- **Stored data**
+++

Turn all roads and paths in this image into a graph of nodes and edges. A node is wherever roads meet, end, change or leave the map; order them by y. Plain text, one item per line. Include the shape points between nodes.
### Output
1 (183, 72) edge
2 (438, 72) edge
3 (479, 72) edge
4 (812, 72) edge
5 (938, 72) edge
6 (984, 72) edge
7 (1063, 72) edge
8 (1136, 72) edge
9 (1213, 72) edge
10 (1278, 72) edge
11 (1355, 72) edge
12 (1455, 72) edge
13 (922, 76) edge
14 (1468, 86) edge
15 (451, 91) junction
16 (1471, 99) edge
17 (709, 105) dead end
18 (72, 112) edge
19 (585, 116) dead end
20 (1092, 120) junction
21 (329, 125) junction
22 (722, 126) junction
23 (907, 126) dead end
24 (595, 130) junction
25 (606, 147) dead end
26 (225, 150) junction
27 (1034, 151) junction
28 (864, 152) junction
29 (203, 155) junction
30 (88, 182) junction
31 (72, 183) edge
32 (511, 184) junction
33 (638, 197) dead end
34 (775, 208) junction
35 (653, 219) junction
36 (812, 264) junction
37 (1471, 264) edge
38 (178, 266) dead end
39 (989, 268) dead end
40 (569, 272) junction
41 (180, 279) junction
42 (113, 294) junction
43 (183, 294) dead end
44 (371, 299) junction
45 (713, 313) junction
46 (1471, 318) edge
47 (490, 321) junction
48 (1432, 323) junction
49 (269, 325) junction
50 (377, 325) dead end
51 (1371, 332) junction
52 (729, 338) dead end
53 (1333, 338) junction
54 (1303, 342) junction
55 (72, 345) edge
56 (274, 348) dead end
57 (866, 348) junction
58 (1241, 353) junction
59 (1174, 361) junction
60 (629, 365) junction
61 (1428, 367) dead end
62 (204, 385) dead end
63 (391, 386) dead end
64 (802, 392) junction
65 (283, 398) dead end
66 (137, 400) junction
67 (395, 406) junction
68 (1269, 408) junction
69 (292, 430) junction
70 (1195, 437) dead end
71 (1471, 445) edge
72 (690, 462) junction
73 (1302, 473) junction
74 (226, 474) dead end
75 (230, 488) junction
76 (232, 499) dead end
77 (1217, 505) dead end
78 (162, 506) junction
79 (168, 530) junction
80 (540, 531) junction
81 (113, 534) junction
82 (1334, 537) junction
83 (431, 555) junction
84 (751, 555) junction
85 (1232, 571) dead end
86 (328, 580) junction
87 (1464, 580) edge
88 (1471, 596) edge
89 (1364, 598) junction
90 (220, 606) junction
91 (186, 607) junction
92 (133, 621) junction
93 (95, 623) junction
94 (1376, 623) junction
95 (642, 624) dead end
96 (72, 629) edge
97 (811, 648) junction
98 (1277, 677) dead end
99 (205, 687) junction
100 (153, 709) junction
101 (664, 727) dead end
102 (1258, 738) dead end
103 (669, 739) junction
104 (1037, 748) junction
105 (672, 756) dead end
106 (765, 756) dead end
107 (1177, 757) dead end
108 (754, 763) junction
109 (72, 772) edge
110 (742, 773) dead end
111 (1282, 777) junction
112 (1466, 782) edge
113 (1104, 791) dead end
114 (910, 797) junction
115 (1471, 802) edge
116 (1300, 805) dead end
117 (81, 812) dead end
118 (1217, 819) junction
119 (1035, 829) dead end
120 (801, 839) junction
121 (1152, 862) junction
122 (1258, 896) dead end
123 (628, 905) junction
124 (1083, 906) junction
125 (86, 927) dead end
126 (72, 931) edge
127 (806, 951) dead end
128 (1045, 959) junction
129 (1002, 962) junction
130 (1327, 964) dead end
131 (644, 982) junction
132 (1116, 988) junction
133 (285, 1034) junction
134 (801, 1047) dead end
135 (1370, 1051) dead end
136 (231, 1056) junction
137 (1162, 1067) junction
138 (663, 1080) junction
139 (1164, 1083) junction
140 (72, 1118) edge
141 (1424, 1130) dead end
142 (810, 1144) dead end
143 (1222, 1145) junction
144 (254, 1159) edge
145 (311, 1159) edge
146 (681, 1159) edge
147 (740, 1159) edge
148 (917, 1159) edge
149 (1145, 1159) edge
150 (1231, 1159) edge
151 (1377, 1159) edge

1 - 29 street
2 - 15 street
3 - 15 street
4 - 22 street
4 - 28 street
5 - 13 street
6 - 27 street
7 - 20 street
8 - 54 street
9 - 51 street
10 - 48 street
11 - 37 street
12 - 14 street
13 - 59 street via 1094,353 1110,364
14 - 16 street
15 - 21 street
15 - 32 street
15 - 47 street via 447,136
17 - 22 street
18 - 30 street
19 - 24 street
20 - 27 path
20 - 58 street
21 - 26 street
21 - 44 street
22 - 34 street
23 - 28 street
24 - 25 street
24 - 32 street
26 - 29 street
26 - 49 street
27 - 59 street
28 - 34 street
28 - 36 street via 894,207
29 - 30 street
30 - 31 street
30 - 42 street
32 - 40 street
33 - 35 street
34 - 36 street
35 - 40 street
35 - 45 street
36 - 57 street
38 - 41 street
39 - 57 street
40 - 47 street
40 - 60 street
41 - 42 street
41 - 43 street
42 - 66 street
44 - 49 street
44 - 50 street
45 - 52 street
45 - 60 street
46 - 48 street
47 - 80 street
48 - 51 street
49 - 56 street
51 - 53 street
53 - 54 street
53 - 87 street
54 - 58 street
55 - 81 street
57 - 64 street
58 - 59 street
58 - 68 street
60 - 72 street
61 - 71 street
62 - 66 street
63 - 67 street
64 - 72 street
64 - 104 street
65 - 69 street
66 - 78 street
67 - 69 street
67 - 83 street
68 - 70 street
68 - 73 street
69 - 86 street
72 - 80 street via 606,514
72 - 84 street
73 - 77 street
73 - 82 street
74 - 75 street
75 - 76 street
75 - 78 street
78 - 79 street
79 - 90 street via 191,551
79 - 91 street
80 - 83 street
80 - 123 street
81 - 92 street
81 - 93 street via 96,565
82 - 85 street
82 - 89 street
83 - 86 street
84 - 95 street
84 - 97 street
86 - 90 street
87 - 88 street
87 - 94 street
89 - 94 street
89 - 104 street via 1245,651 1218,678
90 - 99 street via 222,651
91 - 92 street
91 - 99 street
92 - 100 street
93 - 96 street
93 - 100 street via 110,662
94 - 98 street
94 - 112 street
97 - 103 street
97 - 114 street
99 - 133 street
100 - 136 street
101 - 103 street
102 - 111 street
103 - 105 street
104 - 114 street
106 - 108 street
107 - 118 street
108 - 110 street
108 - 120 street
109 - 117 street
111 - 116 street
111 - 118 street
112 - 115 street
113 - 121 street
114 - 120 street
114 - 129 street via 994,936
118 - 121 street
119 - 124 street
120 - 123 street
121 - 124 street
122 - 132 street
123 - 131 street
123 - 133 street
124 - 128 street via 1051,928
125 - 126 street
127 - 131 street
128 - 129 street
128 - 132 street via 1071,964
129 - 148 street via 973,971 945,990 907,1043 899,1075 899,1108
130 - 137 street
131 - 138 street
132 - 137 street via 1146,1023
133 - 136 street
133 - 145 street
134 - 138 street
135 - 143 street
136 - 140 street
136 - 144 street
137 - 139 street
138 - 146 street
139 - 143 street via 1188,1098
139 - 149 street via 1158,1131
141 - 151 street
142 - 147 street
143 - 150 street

+++

- **Task prompt**
Set down the preceding data verbatim. Every line belongs in the copy.

- **Response to this exercise**
Turn all roads and paths in this image into a graph of nodes and edges. A node is wherever roads meet, end, change or leave the map; order them by y. Plain text, one item per line. Include the shape points between nodes.
### Output
1 (183, 72) edge
2 (438, 72) edge
3 (479, 72) edge
4 (812, 72) edge
5 (938, 72) edge
6 (984, 72) edge
7 (1063, 72) edge
8 (1136, 72) edge
9 (1213, 72) edge
10 (1278, 72) edge
11 (1355, 72) edge
12 (1455, 72) edge
13 (922, 76) edge
14 (1468, 86) edge
15 (451, 91) junction
16 (1471, 99) edge
17 (709, 105) dead end
18 (72, 112) edge
19 (585, 116) dead end
20 (1092, 120) junction
21 (329, 125) junction
22 (722, 126) junction
23 (907, 126) dead end
24 (595, 130) junction
25 (606, 147) dead end
26 (225, 150) junction
27 (1034, 151) junction
28 (864, 152) junction
29 (203, 155) junction
30 (88, 182) junction
31 (72, 183) edge
32 (511, 184) junction
33 (638, 197) dead end
34 (775, 208) junction
35 (653, 219) junction
36 (812, 264) junction
37 (1471, 264) edge
38 (178, 266) dead end
39 (989, 268) dead end
40 (569, 272) junction
41 (180, 279) junction
42 (113, 294) junction
43 (183, 294) dead end
44 (371, 299) junction
45 (713, 313) junction
46 (1471, 318) edge
47 (490, 321) junction
48 (1432, 323) junction
49 (269, 325) junction
50 (377, 325) dead end
51 (1371, 332) junction
52 (729, 338) dead end
53 (1333, 338) junction
54 (1303, 342) junction
55 (72, 345) edge
56 (274, 348) dead end
57 (866, 348) junction
58 (1241, 353) junction
59 (1174, 361) junction
60 (629, 365) junction
61 (1428, 367) dead end
62 (204, 385) dead end
63 (391, 386) dead end
64 (802, 392) junction
65 (283, 398) dead end
66 (137, 400) junction
67 (395, 406) junction
68 (1269, 408) junction
69 (292, 430) junction
70 (1195, 437) dead end
71 (1471, 445) edge
72 (690, 462) junction
73 (1302, 473) junction
74 (226, 474) dead end
75 (230, 488) junction
76 (232, 499) dead end
77 (1217, 505) dead end
78 (162, 506) junction
79 (168, 530) junction
80 (540, 531) junction
81 (113, 534) junction
82 (1334, 537) junction
83 (431, 555) junction
84 (751, 555) junction
85 (1232, 571) dead end
86 (328, 580) junction
87 (1464, 580) edge
88 (1471, 596) edge
89 (1364, 598) junction
90 (220, 606) junction
91 (186, 607) junction
92 (133, 621) junction
93 (95, 623) junction
94 (1376, 623) junction
95 (642, 624) dead end
96 (72, 629) edge
97 (811, 648) junction
98 (1277, 677) dead end
99 (205, 687) junction
100 (153, 709) junction
101 (664, 727) dead end
102 (1258, 738) dead end
103 (669, 739) junction
104 (1037, 748) junction
105 (672, 756) dead end
106 (765, 756) dead end
107 (1177, 757) dead end
108 (754, 763) junction
109 (72, 772) edge
110 (742, 773) dead end
111 (1282, 777) junction
112 (1466, 782) edge
113 (1104, 791) dead end
114 (910, 797) junction
115 (1471, 802) edge
116 (1300, 805) dead end
117 (81, 812) dead end
118 (1217, 819) junction
119 (1035, 829) dead end
120 (801, 839) junction
121 (1152, 862) junction
122 (1258, 896) dead end
123 (628, 905) junction
124 (1083, 906) junction
125 (86, 927) dead end
126 (72, 931) edge
127 (806, 951) dead end
128 (1045, 959) junction
129 (1002, 962) junction
130 (1327, 964) dead end
131 (644, 982) junction
132 (1116, 988) junction
133 (285, 1034) junction
134 (801, 1047) dead end
135 (1370, 1051) dead end
136 (231, 1056) junction
137 (1162, 1067) junction
138 (663, 1080) junction
139 (1164, 1083) junction
140 (72, 1118) edge
141 (1424, 1130) dead end
142 (810, 1144) dead end
143 (1222, 1145) junction
144 (254, 1159) edge
145 (311, 1159) edge
146 (681, 1159) edge
147 (740, 1159) edge
148 (917, 1159) edge
149 (1145, 1159) edge
150 (1231, 1159) edge
151 (1377, 1159) edge

1 - 29 street
2 - 15 street
3 - 15 street
4 - 22 street
4 - 28 street
5 - 13 street
6 - 27 street
7 - 20 street
8 - 54 street
9 - 51 street
10 - 48 street
11 - 37 street
12 - 14 street
13 - 59 street via 1094,353 1110,364
14 - 16 street
15 - 21 street
15 - 32 street
15 - 47 street via 447,136
17 - 22 street
18 - 30 street
19 - 24 street
20 - 27 path
20 - 58 street
21 - 26 street
21 - 44 street
22 - 34 street
23 - 28 street
24 - 25 street
24 - 32 street
26 - 29 street
26 - 49 street
27 - 59 street
28 - 34 street
28 - 36 street via 894,207
29 - 30 street
30 - 31 street
30 - 42 street
32 - 40 street
33 - 35 street
34 - 36 street
35 - 40 street
35 - 45 street
36 - 57 street
38 - 41 street
39 - 57 street
40 - 47 street
40 - 60 street
41 - 42 street
41 - 43 street
42 - 66 street
44 - 49 street
44 - 50 street
45 - 52 street
45 - 60 street
46 - 48 street
47 - 80 street
48 - 51 street
49 - 56 street
51 - 53 street
53 - 54 street
53 - 87 street
54 - 58 street
55 - 81 street
57 - 64 street
58 - 59 street
58 - 68 street
60 - 72 street
61 - 71 street
62 - 66 street
63 - 67 street
64 - 72 street
64 - 104 street
65 - 69 street
66 - 78 street
67 - 69 street
67 - 83 street
68 - 70 street
68 - 73 street
69 - 86 street
72 - 80 street via 606,514
72 - 84 street
73 - 77 street
73 - 82 street
74 - 75 street
75 - 76 street
75 - 78 street
78 - 79 street
79 - 90 street via 191,551
79 - 91 street
80 - 83 street
80 - 123 street
81 - 92 street
81 - 93 street via 96,565
82 - 85 street
82 - 89 street
83 - 86 street
84 - 95 street
84 - 97 street
86 - 90 street
87 - 88 street
87 - 94 street
89 - 94 street
89 - 104 street via 1245,651 1218,678
90 - 99 street via 222,651
91 - 92 street
91 - 99 street
92 - 100 street
93 - 96 street
93 - 100 street via 110,662
94 - 98 street
94 - 112 street
97 - 103 street
97 - 114 street
99 - 133 street
100 - 136 street
101 - 103 street
102 - 111 street
103 - 105 street
104 - 114 street
106 - 108 street
107 - 118 street
108 - 110 street
108 - 120 street
109 - 117 street
111 - 116 street
111 - 118 street
112 - 115 street
113 - 121 street
114 - 120 street
114 - 129 street via 994,936
118 - 121 street
119 - 124 street
120 - 123 street
121 - 124 street
122 - 132 street
123 - 131 street
123 - 133 street
124 - 128 street via 1051,928
125 - 126 street
127 - 131 street
128 - 129 street
128 - 132 street via 1071,964
129 - 148 street via 973,971 945,990 907,1043 899,1075 899,1108
130 - 137 street
131 - 138 street
132 - 137 street via 1146,1023
133 - 136 street
133 - 145 street
134 - 138 street
135 - 143 street
136 - 140 street
136 - 144 street
137 - 139 street
138 - 146 street
139 - 143 street via 1188,1098
139 - 149 street via 1158,1131
141 - 151 street
142 - 147 street
143 - 150 street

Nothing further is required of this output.